Minister for Europe, Graham Stuart, said it was “disappointing that the EU has not facilitated UK participation in the agreed scientific programmes, despite extensive UK engagement on the issue.

“Now more than ever the UK and the EU should be working together to tackle our shared challenges from net zero to global health and energy security. We look forward to constructive engagement through the formal consultations.”

In the statement, the government said it was “ready to work together with the European Commission to resolve this issue and looks forward to constructive engagement during consultations”.

The UK negotiated access to the science programme as part of the agreement in 2020. However, the EU has still not finalised UK access, amid an ongoing political dispute over the Northern Ireland Protocol.

As a result, UK-based Horizon Europe grantees have been ineligible to receive any funding they win, although the government has promised to cover the costs and launch an alternative set of programmes in the UK.

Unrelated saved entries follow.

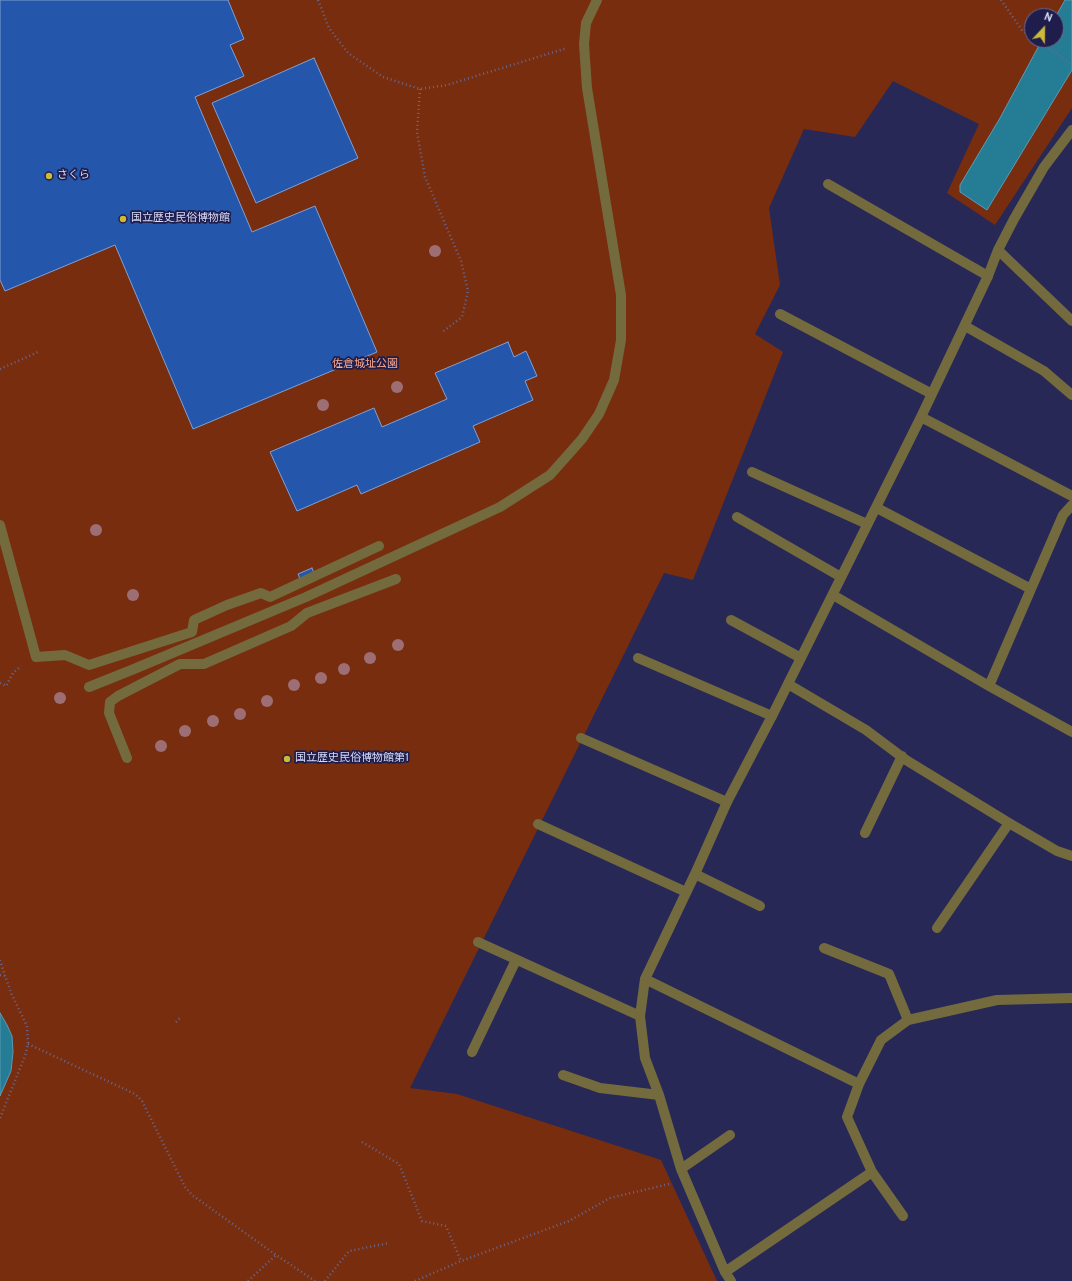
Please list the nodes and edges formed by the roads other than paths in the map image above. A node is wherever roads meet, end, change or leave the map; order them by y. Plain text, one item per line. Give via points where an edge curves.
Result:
1 (597, 0) edge
2 (1072, 130) edge
3 (828, 184) dead end
4 (998, 250) junction
5 (988, 276) junction
6 (780, 314) dead end
7 (1072, 321) edge
8 (965, 326) junction
9 (932, 394) junction
10 (1072, 394) edge
11 (921, 417) junction
12 (752, 472) dead end
13 (1072, 496) edge
14 (1072, 505) edge
15 (876, 508) junction
16 (737, 517) dead end
17 (867, 524) junction
18 (0, 525) edge
19 (379, 546) dead end
20 (842, 577) junction
21 (396, 579) dead end
22 (1031, 589) junction
23 (833, 595) junction
24 (731, 620) dead end
25 (638, 658) dead end
26 (801, 658) junction
27 (788, 684) junction
28 (989, 686) junction
29 (89, 687) dead end
30 (772, 716) junction
31 (1072, 732) edge
32 (581, 738) dead end
33 (902, 756) junction
34 (127, 758) dead end
35 (727, 802) junction
36 (1009, 823) junction
37 (538, 824) dead end
38 (865, 833) dead end
39 (1072, 856) edge
40 (695, 874) junction
41 (686, 892) junction
42 (760, 906) dead end
43 (937, 928) dead end
44 (478, 942) dead end
45 (824, 948) dead end
46 (516, 960) junction
47 (645, 979) junction
48 (1072, 998) edge
49 (640, 1016) junction
50 (908, 1020) junction
51 (472, 1052) dead end
52 (563, 1075) dead end
53 (859, 1084) junction
54 (659, 1095) junction
55 (730, 1135) dead end
56 (681, 1169) junction
57 (872, 1172) junction
58 (903, 1216) dead end
59 (728, 1277) edge

1 - 29 street via 586,23 584,44 587,88 621,296 621,340 614,380 599,414 582,439 550,475 500,507 306,597
2 - 4 street via 1044,167
3 - 5 street
4 - 5 street
4 - 7 street
5 - 8 street
6 - 9 street
8 - 9 street
8 - 10 street via 1044,371
9 - 11 street
11 - 13 street
11 - 15 street
12 - 17 street
14 - 22 street via 1062,515
15 - 17 street
15 - 22 street
16 - 20 street
17 - 20 street
18 - 19 street via 36,657 65,655 89,665 192,632 194,620 261,593 270,597
20 - 23 street
21 - 34 street via 307,613 291,626 204,664 180,664 118,696 110,702 109,713
22 - 28 street
23 - 26 street
23 - 28 street
24 - 26 street
25 - 30 street
26 - 27 street
27 - 30 street
27 - 33 street via 866,730
28 - 31 street
30 - 35 street
32 - 35 street
33 - 36 street
33 - 38 street
35 - 40 street
36 - 39 street via 1057,851
36 - 43 street
37 - 41 street
40 - 41 street
40 - 42 street
41 - 47 street
44 - 46 street
45 - 50 street via 888,974
46 - 49 street
46 - 51 street
47 - 49 street
47 - 53 street
48 - 50 street via 997,1000
49 - 54 street via 645,1058
50 - 53 street via 881,1040
52 - 54 street via 600,1088
53 - 57 street via 847,1117
54 - 56 street
55 - 56 street
56 - 59 street
57 - 58 street
57 - 59 street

Some in the research community now fear that a prolonged dispute process could hurt UK science further.

A spokesperson for the European Commission told Research Professional News: “The Commission takes note of the UK’s request for consultation and will follow up on this in line with the applicable rules, as set out in the Trade and Cooperation Agreement.”

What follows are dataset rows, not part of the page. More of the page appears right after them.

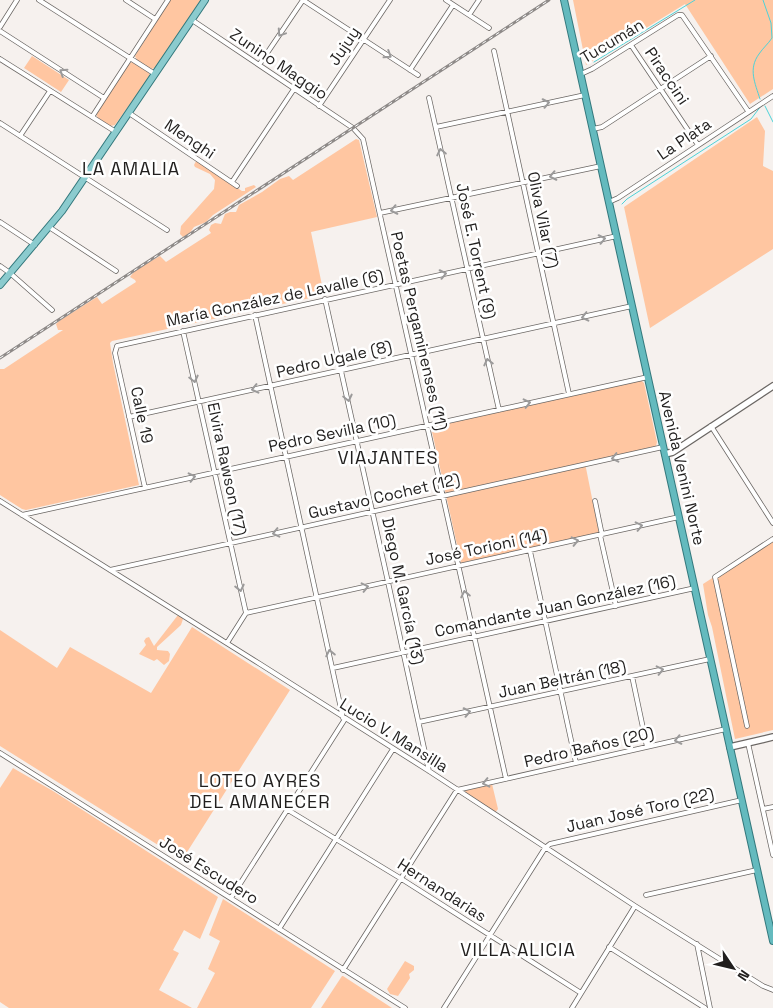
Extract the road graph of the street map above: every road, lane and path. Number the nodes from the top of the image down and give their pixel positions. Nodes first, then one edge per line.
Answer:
1 (17, 0) edge
2 (39, 0) edge
3 (126, 0) edge
4 (168, 0) edge
5 (205, 0) edge
6 (303, 0) edge
7 (390, 0) edge
8 (446, 0) edge
9 (479, 0) edge
10 (564, 0) edge
11 (454, 5) junction
12 (469, 15) junction
13 (155, 19) junction
14 (192, 20) junction
15 (489, 28) dead end
16 (0, 29) edge
17 (363, 39) junction
18 (631, 45) junction
19 (494, 51) dead end
20 (710, 56) junction
21 (0, 59) edge
22 (130, 59) junction
23 (259, 65) junction
24 (410, 70) junction
25 (155, 74) junction
26 (581, 74) junction
27 (418, 75) dead end
28 (294, 89) junction
29 (660, 89) junction
30 (50, 91) junction
31 (585, 94) junction
32 (773, 96) edge
33 (104, 98) junction
34 (429, 98) dead end
35 (319, 106) junction
36 (748, 111) junction
37 (507, 112) junction
38 (129, 113) junction
39 (92, 117) junction
40 (0, 123) edge
41 (436, 127) junction
42 (353, 128) joint
43 (593, 129) junction
44 (116, 132) junction
45 (20, 136) junction
46 (698, 145) junction
47 (601, 166) junction
48 (86, 178) junction
49 (232, 182) junction
50 (522, 183) junction
51 (237, 186) dead end
52 (452, 198) junction
53 (609, 202) junction
54 (380, 213) junction
55 (0, 222) edge
56 (49, 228) junction
57 (167, 230) dead end
58 (616, 236) junction
59 (35, 245) junction
60 (538, 253) junction
61 (0, 266) edge
62 (467, 269) junction
63 (116, 271) dead end
64 (10, 273) junction
65 (396, 284) junction
66 (0, 285) edge
67 (325, 299) junction
68 (632, 306) junction
69 (52, 310) dead end
70 (255, 315) junction
71 (553, 324) junction
72 (183, 331) junction
73 (483, 339) junction
74 (116, 348) joint
75 (412, 354) junction
76 (342, 370) junction
77 (648, 377) junction
78 (271, 386) junction
79 (773, 386) edge
80 (569, 394) junction
81 (199, 402) junction
82 (499, 410) junction
83 (129, 417) junction
84 (428, 425) junction
85 (711, 426) junction
86 (357, 440) junction
87 (664, 451) junction
88 (286, 455) junction
89 (214, 472) junction
90 (145, 488) junction
91 (443, 495) junction
92 (0, 501) edge
93 (595, 501) dead end
94 (373, 511) junction
95 (22, 515) junction
96 (679, 517) junction
97 (773, 523) edge
98 (302, 527) junction
99 (601, 535) junction
100 (773, 539) edge
101 (230, 543) junction
102 (530, 551) junction
103 (459, 567) junction
104 (110, 570) junction
105 (388, 582) junction
106 (694, 588) junction
107 (318, 598) junction
108 (616, 606) junction
109 (246, 613) junction
110 (545, 622) junction
111 (474, 637) junction
112 (227, 643) junction
113 (404, 652) junction
114 (710, 659) junction
115 (333, 668) junction
116 (632, 676) junction
117 (561, 693) junction
118 (490, 707) junction
119 (344, 718) junction
120 (419, 722) junction
121 (747, 726) dead end
122 (726, 730) junction
123 (773, 737) edge
124 (748, 743) junction
125 (647, 747) junction
126 (730, 747) junction
127 (393, 749) junction
128 (0, 753) edge
129 (576, 763) junction
130 (429, 771) junction
131 (506, 779) junction
132 (457, 790) junction
133 (742, 800) junction
134 (773, 807) edge
135 (763, 809) junction
136 (288, 810) junction
137 (336, 839) junction
138 (544, 848) junction
139 (773, 855) edge
140 (757, 870) junction
141 (400, 878) junction
142 (646, 895) dead end
143 (231, 898) junction
144 (635, 906) junction
145 (279, 929) junction
146 (489, 936) junction
147 (773, 941) edge
148 (696, 944) junction
149 (609, 948) junction
150 (343, 970) junction
151 (773, 990) edge
152 (581, 994) junction
153 (405, 1008) edge
154 (444, 1008) edge
155 (572, 1008) edge
156 (705, 1008) edge
157 (710, 1008) edge

1 - 16 street
2 - 22 street
3 - 13 street
4 - 13 street
5 - 14 main road
6 - 17 street
6 -> 23 street
7 - 17 street, Jujuy
8 - 11 street
9 - 12 street
10 - 26 highway, Avenida Venini Norte
11 - 12 street
11 - 24 street
12 - 15 street
13 - 22 street
14 - 23 street, Zunino Maggio
14 - 25 main road
33 -> 16 street
17 -> 24 street
17 - 35 street, Jujuy
18 - 20 street, Tucumán
18 - 26 street, Tucumán
18 - 29 street, Piraccini
19 - 37 street, Oliva Vilar (7)
20 - 29 street
20 - 36 street
21 - 30 street
22 - 25 street
22 - 33 street
23 - 28 street, Zunino Maggio
24 - 27 street
25 - 38 main road
26 - 31 highway, Avenida Venini Norte
28 - 35 street, Zunino Maggio
28 - 49 street
29 - 43 street
29 - 46 street, Piraccini
30 - 39 street
30 - 45 street
37 -> 31 street
31 - 43 highway, Avenida Venini Norte
32 - 36 street, La Plata
33 - 39 street
34 - 41 street, José E. Torrent (9)
35 - 42 street, Zunino Maggio
36 - 46 street, La Plata
37 - 41 street
37 - 50 street, Oliva Vilar (7)
38 - 44 main road
38 - 49 street, Menghi
39 - 44 street
40 - 45 street
52 -> 41 street, José E. Torrent (9)
42 - 54 street, Poetas Pergaminenses (11)
43 - 47 highway, Avenida Venini Norte
44 - 48 main road
45 - 48 street
46 - 53 street, La Plata
47 -> 50 street
47 - 53 highway, Avenida Venini Norte
48 - 56 main road
48 - 57 street
49 - 51 street, Menghi
50 - 52 street
50 - 60 street, Oliva Vilar (7)
52 -> 54 street
52 - 62 street, José E. Torrent (9)
53 - 58 highway, Avenida Venini Norte
54 - 65 street, Poetas Pergaminenses (11)
55 - 59 street
56 - 59 main road
56 - 63 street
60 -> 58 street, María González de Lavalle (6)
58 - 68 highway, Avenida Venini Norte
59 - 64 main road
60 - 62 street, María González de Lavalle (6)
60 - 71 street, Oliva Vilar (7)
61 - 64 street
65 -> 62 street, María González de Lavalle (6)
62 - 73 street, José E. Torrent (9)
64 - 66 main road
64 - 69 street
65 - 67 street, María González de Lavalle (6)
65 - 75 street, Poetas Pergaminenses (11)
67 - 70 street, María González de Lavalle (6)
67 - 76 street, Diego M. García (13)
68 -> 71 street, Pedro Ugale (8)
68 - 77 highway, Avenida Venini Norte
70 - 72 street, María González de Lavalle (6)
70 - 78 street
71 - 73 street, Pedro Ugale (8)
71 - 80 street, Oliva Vilar (7)
72 - 74 street, María González de Lavalle (6)
72 -> 81 street, Elvira Rawson (17)
73 - 75 street, Pedro Ugale (8)
82 -> 73 street, José E. Torrent (9)
74 - 83 street, Calle 19
75 - 76 street, Pedro Ugale (8)
75 - 84 street, Poetas Pergaminenses (11)
76 - 78 street, Pedro Ugale (8)
76 -> 86 street, Diego M. García (13)
77 - 80 street, Pedro Sevilla (10)
77 - 87 highway, Avenida Venini Norte
78 -> 81 street, Pedro Ugale (8)
78 - 88 street
79 - 85 main road
82 -> 80 street, Pedro Sevilla (10)
81 - 83 street, Pedro Ugale (8)
81 - 89 street, Elvira Rawson (17)
82 - 84 street, Pedro Sevilla (10)
83 - 90 street, Calle 19
84 - 86 street, Pedro Sevilla (10)
84 - 91 street, Poetas Pergaminenses (11)
85 - 87 main road
85 - 97 street
86 - 88 street, Pedro Sevilla (10)
86 - 94 street, Diego M. García (13)
87 -> 91 street, Gustavo Cochet (12)
87 - 96 highway, Avenida Venini Norte
88 - 89 street, Pedro Sevilla (10)
88 - 98 street
90 -> 89 street, Pedro Sevilla (10)
89 - 101 street, Elvira Rawson (17)
90 - 95 street, Pedro Sevilla (10)
91 - 94 street, Gustavo Cochet (12)
91 - 103 street, Poetas Pergaminenses (11)
92 - 95 street, Lucio V. Mansilla
93 - 99 street
94 - 98 street, Gustavo Cochet (12)
94 - 105 street, Diego M. García (13)
95 - 104 street, Lucio V. Mansilla
99 -> 96 street, José Torioni (14)
96 - 106 highway, Avenida Venini Norte
98 -> 101 street, Gustavo Cochet (12)
98 - 107 street
102 -> 99 street, José Torioni (14)
99 - 108 street
100 - 121 street
101 - 104 street, Gustavo Cochet (12)
101 -> 109 street, Elvira Rawson (17)
102 - 103 street, José Torioni (14)
102 - 110 street
103 - 105 street, José Torioni (14)
111 -> 103 street, Poetas Pergaminenses (11)
104 - 112 street, Lucio V. Mansilla
107 -> 105 street, José Torioni (14)
105 - 113 street, Diego M. García (13)
106 - 108 street, Comandante Juan González (16)
106 - 114 highway, Avenida Venini Norte
107 - 109 street, José Torioni (14)
115 -> 107 street
108 - 110 street, Comandante Juan González (16)
109 - 112 street
110 - 111 street, Comandante Juan González (16)
110 - 117 street
111 - 113 street, Comandante Juan González (16)
111 - 118 street, Poetas Pergaminenses (11)
112 - 119 street, Lucio V. Mansilla
113 - 115 street, Comandante Juan González (16)
113 - 120 street, Diego M. García (13)
116 -> 114 street, Juan Beltrán (18)
114 - 122 highway, Avenida Venini Norte
115 - 119 street
116 - 117 street, Juan Beltrán (18)
116 - 125 street
117 - 118 street, Juan Beltrán (18)
117 - 129 street
120 -> 118 street, Juan Beltrán (18)
118 - 131 street, Poetas Pergaminenses (11)
119 - 127 street, Lucio V. Mansilla
119 - 136 street
120 - 130 street, Diego M. García (13)
122 -> 125 street, Pedro Baños (20)
122 - 126 highway, Avenida Venini Norte
123 - 124 main road
124 - 126 main road
124 - 135 street
125 - 129 street, Pedro Baños (20)
126 - 133 highway, Avenida Venini Norte
127 - 130 street, Lucio V. Mansilla
127 - 137 street
128 - 143 street, José Escudero
129 - 131 street, Pedro Baños (20)
130 - 132 street, Lucio V. Mansilla
131 -> 132 street, Pedro Baños (20)
132 - 138 street, Lucio V. Mansilla
132 - 141 street
133 - 138 street, Juan José Toro (22)
133 - 140 highway, Avenida Venini Norte
134 - 135 street
135 - 139 street
136 - 137 street, Hernandarias
136 - 143 street
137 - 141 street, Hernandarias
137 - 145 street
138 - 144 street, Lucio V. Mansilla
138 - 146 street
140 - 142 street
140 - 147 highway, Avenida Venini Norte
141 - 146 street, Hernandarias
141 - 150 street
143 - 145 street, José Escudero
144 - 148 street, Lucio V. Mansilla
144 - 149 street
145 - 150 street, José Escudero
146 - 152 street, Hernandarias
146 - 154 street
148 - 151 street, Lucio V. Mansilla
148 - 157 street
149 - 152 street
149 - 156 street
150 - 153 street, José Escudero
152 - 155 street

David Lammy, Labour’s shadow foreign secretary, said: “Both the EU and the UK need to show more flexibility, but the Conservatives’ reckless and law-breaking approach to the Protocol is helping to prevent Britain gaining membership of Europe’s £80 billion Horizon scheme that funds vital scientific innovation and research.

“Instead of continuing the pattern of starting rows with the EU to appeal to their Tory base, the next prime minister should sit down with all parties to ease the tensions and find agreement in the national interest.

“Through statecraft, diligence, and graft, Labour would make our relationship with the EU work by tearing down unnecessary trade barriers, supporting our world-leading services and scientists, and keeping Britain safe with a new UK-EU security pact.”